[AIM OF THE TASK]
Retype all the records below exactly as they are, with no image carried over.

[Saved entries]

------------------------

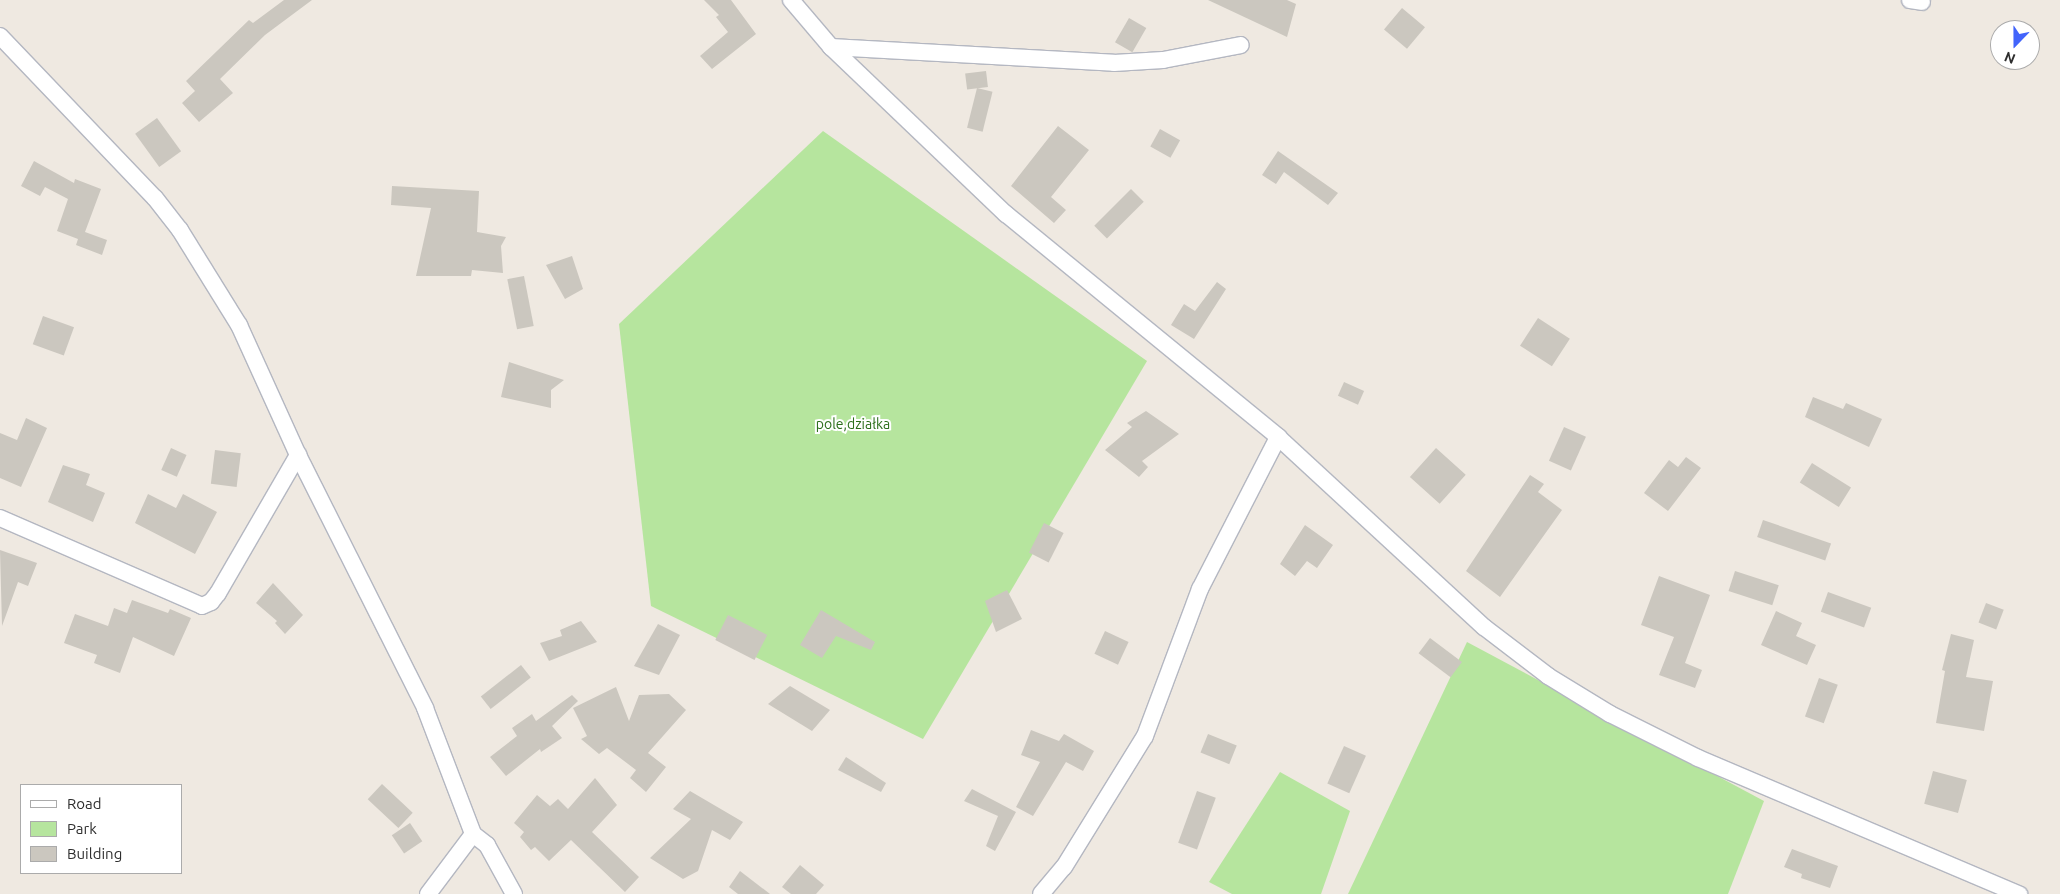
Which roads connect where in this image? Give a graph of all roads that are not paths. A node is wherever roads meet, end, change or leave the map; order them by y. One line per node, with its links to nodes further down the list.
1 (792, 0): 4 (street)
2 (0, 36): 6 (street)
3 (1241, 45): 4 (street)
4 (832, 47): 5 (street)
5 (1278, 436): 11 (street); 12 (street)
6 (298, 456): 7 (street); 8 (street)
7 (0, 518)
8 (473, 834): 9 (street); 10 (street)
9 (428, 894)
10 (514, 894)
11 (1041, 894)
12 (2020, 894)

------------------------

[THE COMPLETED TASK]
Which roads connect where in this image? Give a graph of all roads that are not paths. A node is wherever roads meet, end, change or leave the map; order them by y. One line per node, with its links to nodes further down the list.
1 (792, 0): 4 (street)
2 (0, 36): 6 (street)
3 (1241, 45): 4 (street)
4 (832, 47): 5 (street)
5 (1278, 436): 11 (street); 12 (street)
6 (298, 456): 7 (street); 8 (street)
7 (0, 518)
8 (473, 834): 9 (street); 10 (street)
9 (428, 894)
10 (514, 894)
11 (1041, 894)
12 (2020, 894)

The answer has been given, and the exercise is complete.